Já no Chácara das Flores, que conta com 352 apartamentos, a secretaria terá de asfaltar todo o trecho de terra da rua Elisete Aparecida Galis Demarque, localizada atrás do empreendimento, além de executar obras de drenagem. A expectativa é de que somente a pavimentação desta via e o aterramento e pavimentação de uma rua transversal custem cerca de R$ 250 mil.

“A ideia é fazer um sistema binário de trânsito: a rua da frente em um sentido e a de trás, em outro. Mas só conseguiremos viabilizar recursos para pavimentar o que falta no ano que vem”, adianta, destacando que a tubulação para a construção das galerias já foi comprada e que as obras serão executadas ainda neste ano pela nova incorporadora. 

“Mas ainda estamos negociando algumas desapropriações (para as obras de drenagem). Dois proprietários já doaram as áreas e ainda restam dois, com quem ainda estamos conversando. Mas, mesmo que tivermos de pagar, o valor não é alto”, pontua.

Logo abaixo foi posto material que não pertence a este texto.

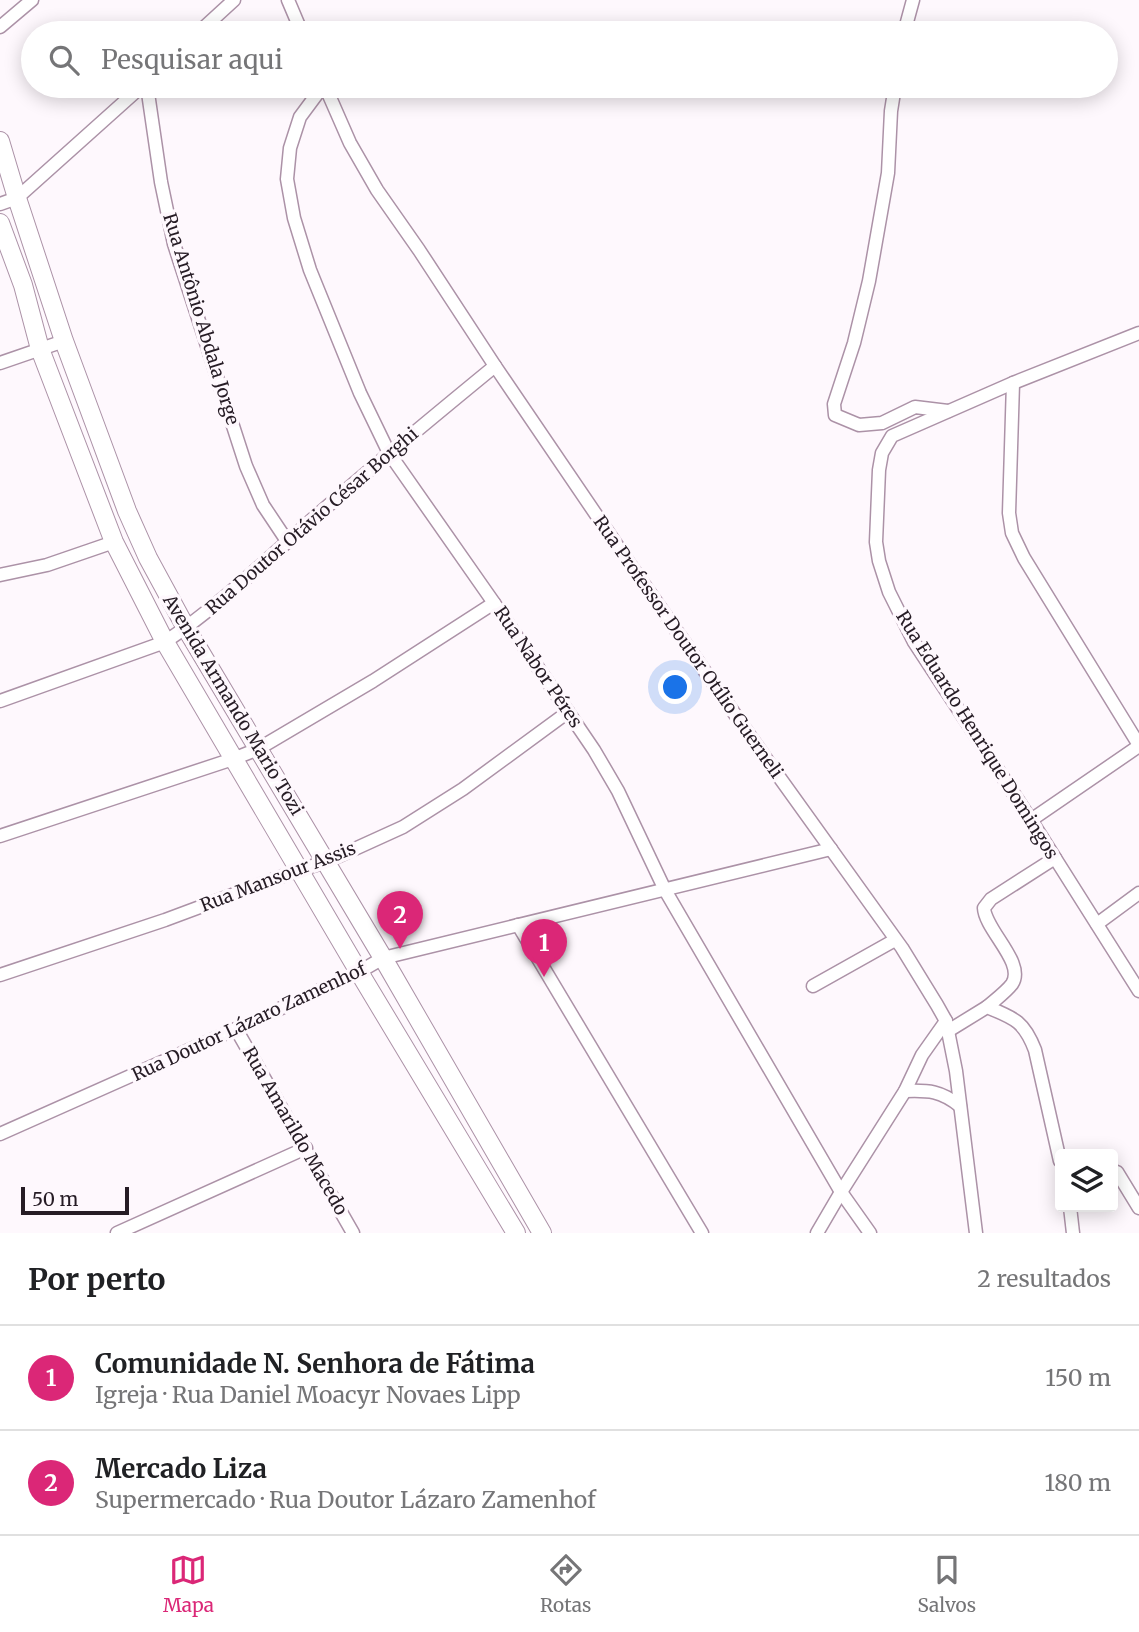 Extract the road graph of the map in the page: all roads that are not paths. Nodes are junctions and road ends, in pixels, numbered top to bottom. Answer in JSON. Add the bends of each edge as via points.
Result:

Devido ao abandono da antiga construtora, o Chácara das Flores foi alvo de vandalismo e furto ao longo do tempo. A reposição de peças, como janelas quebradas e torneiras de apartamentos, já está prevista no novo contrato firmado pela Caixa junto à nova empresa.

 

Subida ‘cruel’

Uma subida de 210 metros tem castigado os moradores do Três Américas 2, no Nobuji Nagasawa, o Bauru 16. A rua, que dá acesso a uma das entradas do empreendimento, não tem saída, o que impede o tráfego de veículos de maior porte, como o circular. “Não tem como manobrar para voltar. Com isso, os moradores que dependem de ônibus, inclusive idosos e cadeirantes, são obrigados a fazer todo o trajeto a pé, até o ponto mais próximo”, reclama o síndico do residencial, Christian Anderson.

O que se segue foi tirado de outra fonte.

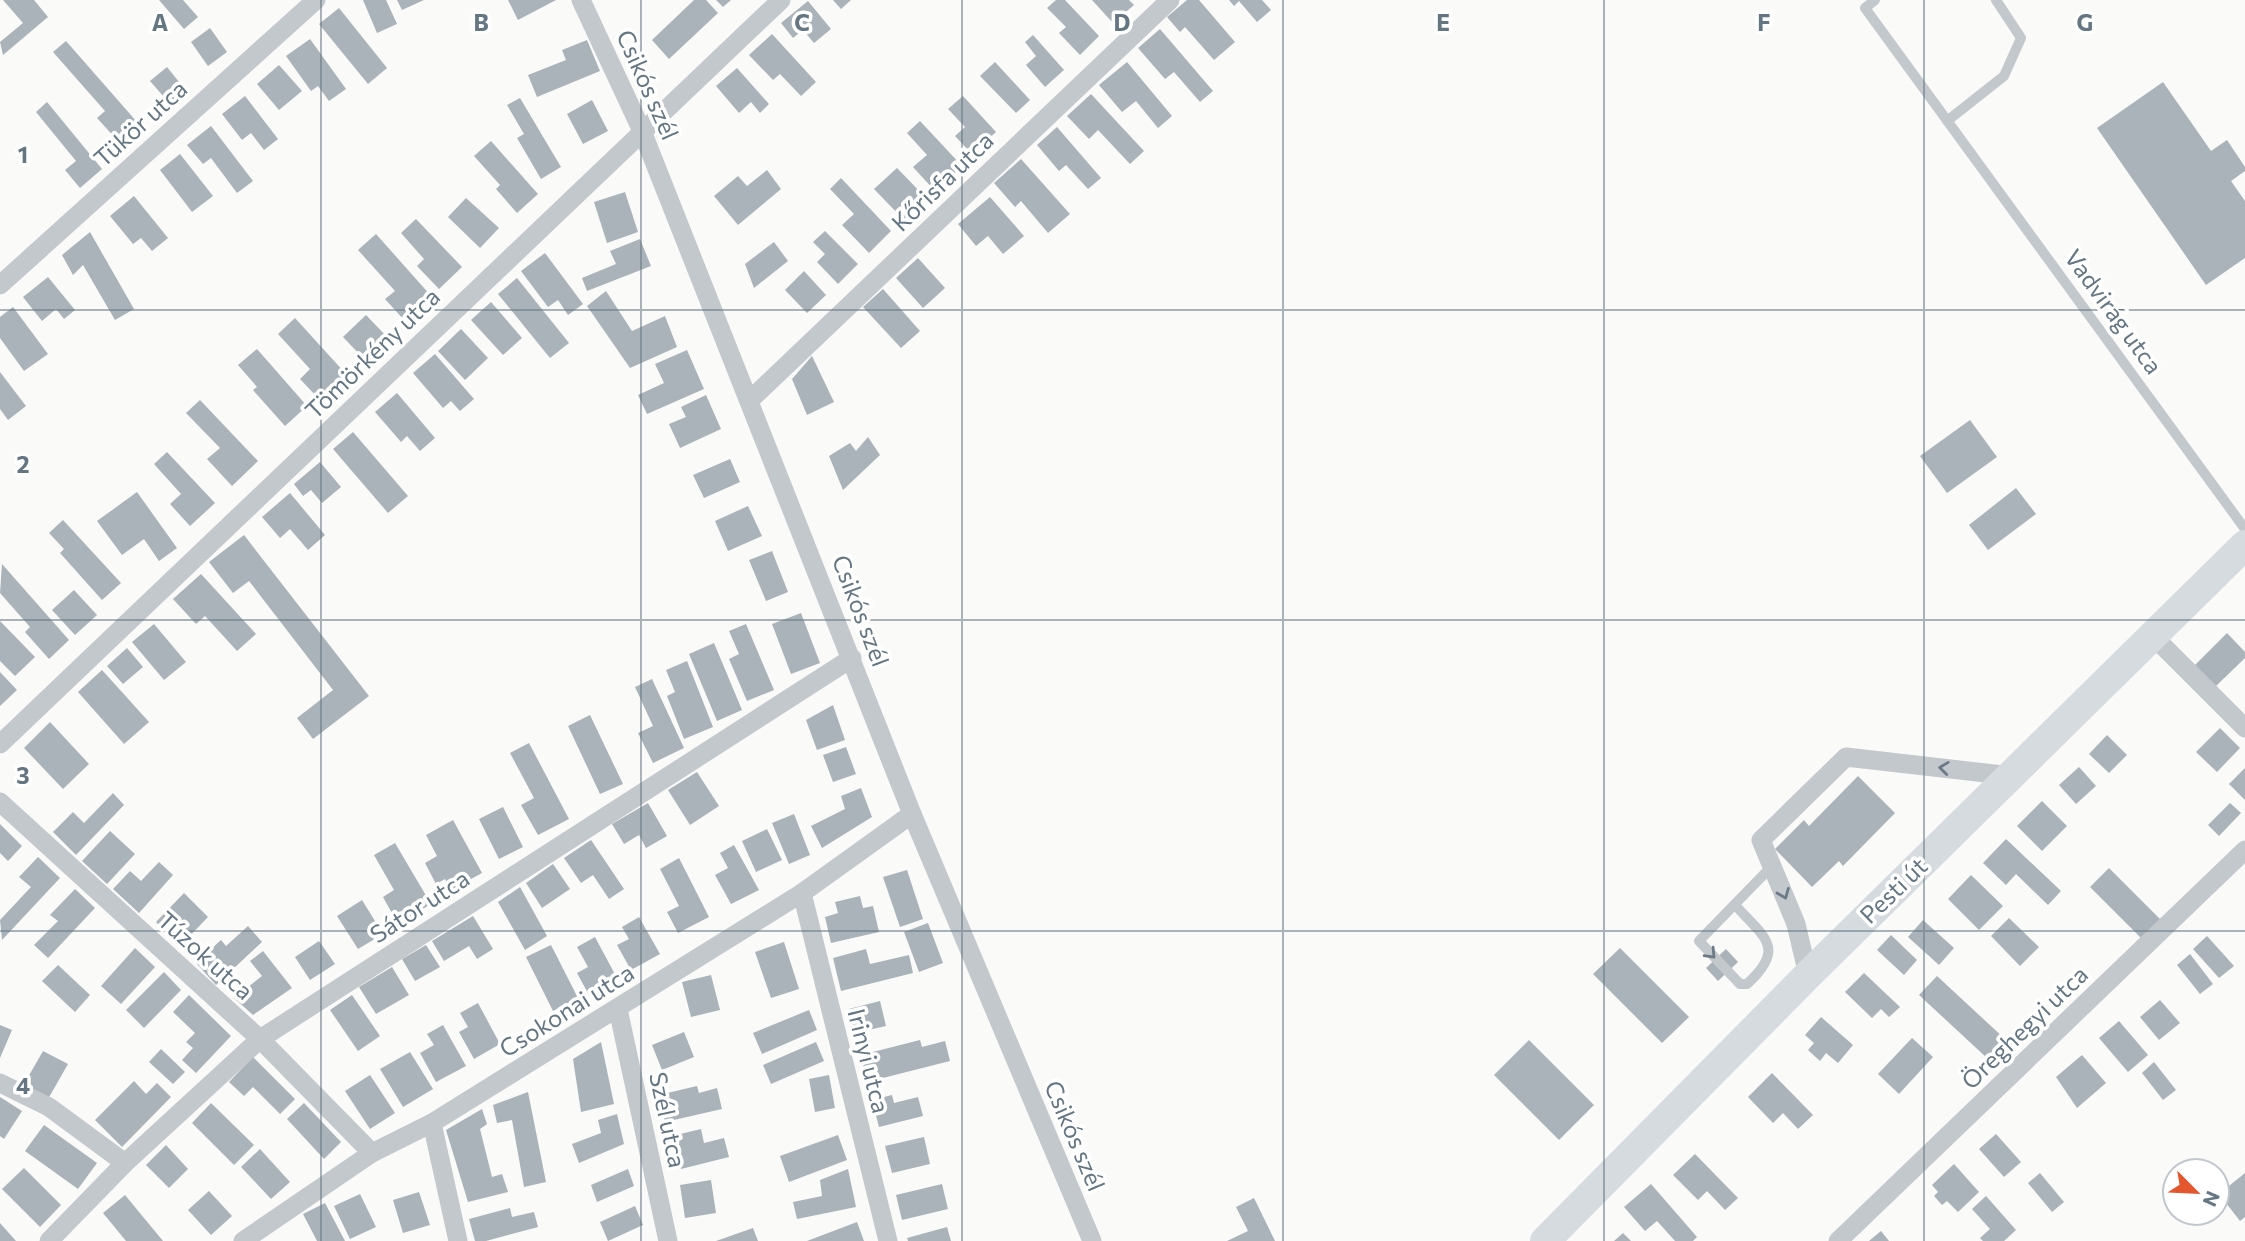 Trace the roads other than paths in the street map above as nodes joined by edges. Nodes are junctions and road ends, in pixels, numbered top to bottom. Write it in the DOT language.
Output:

De acordo com o secretário de Obras Sidnei Rodrigues, a pasta, em conjunto com a Seplan, realiza estudos para providenciar a construção de um recuo no local, que tem custo estimado de R$ 100 mil. “O problema é que o espaço é muito pequeno. A ideia é aterrar e desapropriar uma área ao lado desta rua para que a pavimentação possa ser feita”, frisa, destacando que, se este espaço for doado pelo proprietário, obra poderá ser iniciada em curto prazo.